It should be noted that, thanks to the innovative features of both the hardware part and the expert software system that make up the WCA apparatus, the latter allows continuous colorimetric measurements to be carried out in both civil and industrial environments. Furthermore, through the possibility of varying the depth of the chamber, it is possible to obtain reliable colorimetric measurements even with different concentration scales of dyes in the aqueous solutions being analyzed.

Further potential of the product is provided by the expert software system, from which it is possible to obtain: the colorimetric components, the dominant wavelength and the synthetic color index (LCI); these characteristics make the device competitive on the market and in many cases making it replaceable with other more expensive solutions.

The WCA system, as it is technologically constituted, can work with both cold and hot aqueous solutions (with working temperatures that can reach a maximum of 200 ° C) with pressures that can reach 25 bar. high resistance to chemical corrosion.

From what has been said so far, the most relevant characteristics of the apparatus according to the invention are the following:

• a system for internal cleaning of the chambers, currently operated manually, but already set up to be operated semi-automatically or automatically through the control software (Fig. 4-5);

• a variable volume analysis chamber, in order to allow a scalability of the measurement with respect to the liquid being analyzed (Fig. 1).

• the calculation of the dominant wavelength relative to the color detected by the processed image being analyzed.

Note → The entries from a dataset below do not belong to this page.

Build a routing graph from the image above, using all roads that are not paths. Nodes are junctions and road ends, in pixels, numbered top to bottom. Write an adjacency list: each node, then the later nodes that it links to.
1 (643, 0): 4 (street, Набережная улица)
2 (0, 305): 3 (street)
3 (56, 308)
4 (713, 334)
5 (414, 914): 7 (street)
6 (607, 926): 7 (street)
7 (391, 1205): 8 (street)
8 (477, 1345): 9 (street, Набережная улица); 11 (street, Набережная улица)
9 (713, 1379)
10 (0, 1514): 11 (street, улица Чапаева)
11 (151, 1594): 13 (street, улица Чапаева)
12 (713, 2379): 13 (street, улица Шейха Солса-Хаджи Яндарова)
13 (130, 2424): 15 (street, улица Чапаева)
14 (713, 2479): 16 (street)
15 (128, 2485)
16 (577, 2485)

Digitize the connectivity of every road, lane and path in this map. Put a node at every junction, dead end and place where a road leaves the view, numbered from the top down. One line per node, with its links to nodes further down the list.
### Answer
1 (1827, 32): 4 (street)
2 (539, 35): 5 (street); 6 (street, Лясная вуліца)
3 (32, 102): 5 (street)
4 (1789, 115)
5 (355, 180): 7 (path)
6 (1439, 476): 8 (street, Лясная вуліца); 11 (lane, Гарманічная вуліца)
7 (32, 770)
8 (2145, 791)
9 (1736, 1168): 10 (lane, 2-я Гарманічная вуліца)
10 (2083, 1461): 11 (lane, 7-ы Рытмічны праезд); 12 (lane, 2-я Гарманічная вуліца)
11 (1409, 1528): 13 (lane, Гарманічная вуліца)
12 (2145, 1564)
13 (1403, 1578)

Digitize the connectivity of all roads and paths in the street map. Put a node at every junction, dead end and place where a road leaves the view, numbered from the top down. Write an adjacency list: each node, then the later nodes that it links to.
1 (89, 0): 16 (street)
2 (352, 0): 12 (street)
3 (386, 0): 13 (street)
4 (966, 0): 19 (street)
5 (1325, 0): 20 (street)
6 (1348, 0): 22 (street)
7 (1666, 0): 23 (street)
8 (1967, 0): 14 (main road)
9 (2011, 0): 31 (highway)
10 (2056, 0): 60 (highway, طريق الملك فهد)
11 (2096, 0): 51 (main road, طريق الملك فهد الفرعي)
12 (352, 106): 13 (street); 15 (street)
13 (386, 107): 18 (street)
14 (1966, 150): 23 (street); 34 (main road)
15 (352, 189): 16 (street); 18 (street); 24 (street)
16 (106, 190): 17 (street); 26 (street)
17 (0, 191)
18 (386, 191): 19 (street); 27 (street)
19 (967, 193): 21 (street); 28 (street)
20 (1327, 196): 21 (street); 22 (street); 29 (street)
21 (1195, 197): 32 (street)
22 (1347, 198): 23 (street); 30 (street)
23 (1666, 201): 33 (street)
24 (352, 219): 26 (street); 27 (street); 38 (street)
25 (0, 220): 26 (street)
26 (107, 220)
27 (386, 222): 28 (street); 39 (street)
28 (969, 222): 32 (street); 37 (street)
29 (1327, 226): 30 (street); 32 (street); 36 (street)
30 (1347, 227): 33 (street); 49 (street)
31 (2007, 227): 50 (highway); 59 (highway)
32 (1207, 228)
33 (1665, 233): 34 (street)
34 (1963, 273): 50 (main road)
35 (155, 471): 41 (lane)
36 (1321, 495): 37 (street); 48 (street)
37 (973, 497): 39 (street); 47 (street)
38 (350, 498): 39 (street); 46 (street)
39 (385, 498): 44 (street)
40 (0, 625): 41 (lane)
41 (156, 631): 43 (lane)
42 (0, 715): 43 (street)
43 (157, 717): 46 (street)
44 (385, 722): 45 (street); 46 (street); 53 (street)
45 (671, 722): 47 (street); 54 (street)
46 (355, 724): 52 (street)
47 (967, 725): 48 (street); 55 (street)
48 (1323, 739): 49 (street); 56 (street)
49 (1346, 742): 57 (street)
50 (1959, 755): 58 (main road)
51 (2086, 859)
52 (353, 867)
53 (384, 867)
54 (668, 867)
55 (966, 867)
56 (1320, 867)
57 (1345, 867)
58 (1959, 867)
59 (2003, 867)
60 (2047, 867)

• the calculation of a dimensionless index normalized in an interval [0, 1], obtained through the processing, by means of specific calculation and selection algortms, of the vector components of luminance (brightness), saturation (saturation) and tone (hue) characterizing the color processed by the RGB matrix of the image in anasyluses (Fig. 8). • the use of complex algorithms based on artificial intelligence techniques, through which it is possible to obtain processing flows typical of an expert system and able to easily manage future evolutions and / or adaptations of the system based on market needs (Fig. 10).

• the possibility of managing various communication channels (Ethernet, RS232, RS485, USB, etc.) in order to make the system already set up for dialogue with PLC, DCS or other electronic devices, in order to be able to control actuators (solenoid valves, pumps, motors, etc.) or acquire other signals, analog or digital, for the processing of complex controls and regulations, which go alongside the processing already produced by the system.

• the possibility of being able to use both normal lamps, taking into account the chromatic alteration defects they produce, and xenon lamps or LEDs, which make it possible to obtain lighting of the room close to natural, as the software allows you to adjust the weights of the saturation and brightness coefficients to adapt the processing calculation to your needs.

Product perspectives

From both theoretical and experimental studies carried out in the laboratory, the product appears to be, with the addition of further processing processes and small variations to the current system, already prepared for the following evolutions:

• transparency analysis and white recognition, by activating the processing of a second analysis window positioned on a black background of the chamber, leaving the first one positioned on the white background, in order to allow a joint processing of two indices that can be combined linearly with each other.

• the use of new generation cameras, which tend to enhance the shades of yellow, through the use of CCDs which detect four RGBY color matrices.

• the use of Full HD cameras connected via firewire port, in order to acquire and process high definition images (up to 1080p).

• multi-band analysis of the wavelengths making up the color detected in the analyzed image, through the segmentation of the visible spectrum into sub-intervals and the correlation of the detected colorimetric components and the selected sub-intervals.

• analysis of the presence of suspended bodies and / or solids present in the aqueous solution analyzed, using algorithms based on the frequency analysis of the detected images (DFT, Wavelet, etc.) and / or by applying adapted filters (Convolutive, Laplacians , Gaussians, etc.) in correlation with the detected image, in order to highlight:

° the number of contiguous particles present in the analyzed image;

° the relative size of the suspended money with respect to the analyzed image (minimum area, maximum area);

° the global area relative to the contrast particles with respect to the global area analyzed, for the evaluation of a turbidity index.

Claims (1)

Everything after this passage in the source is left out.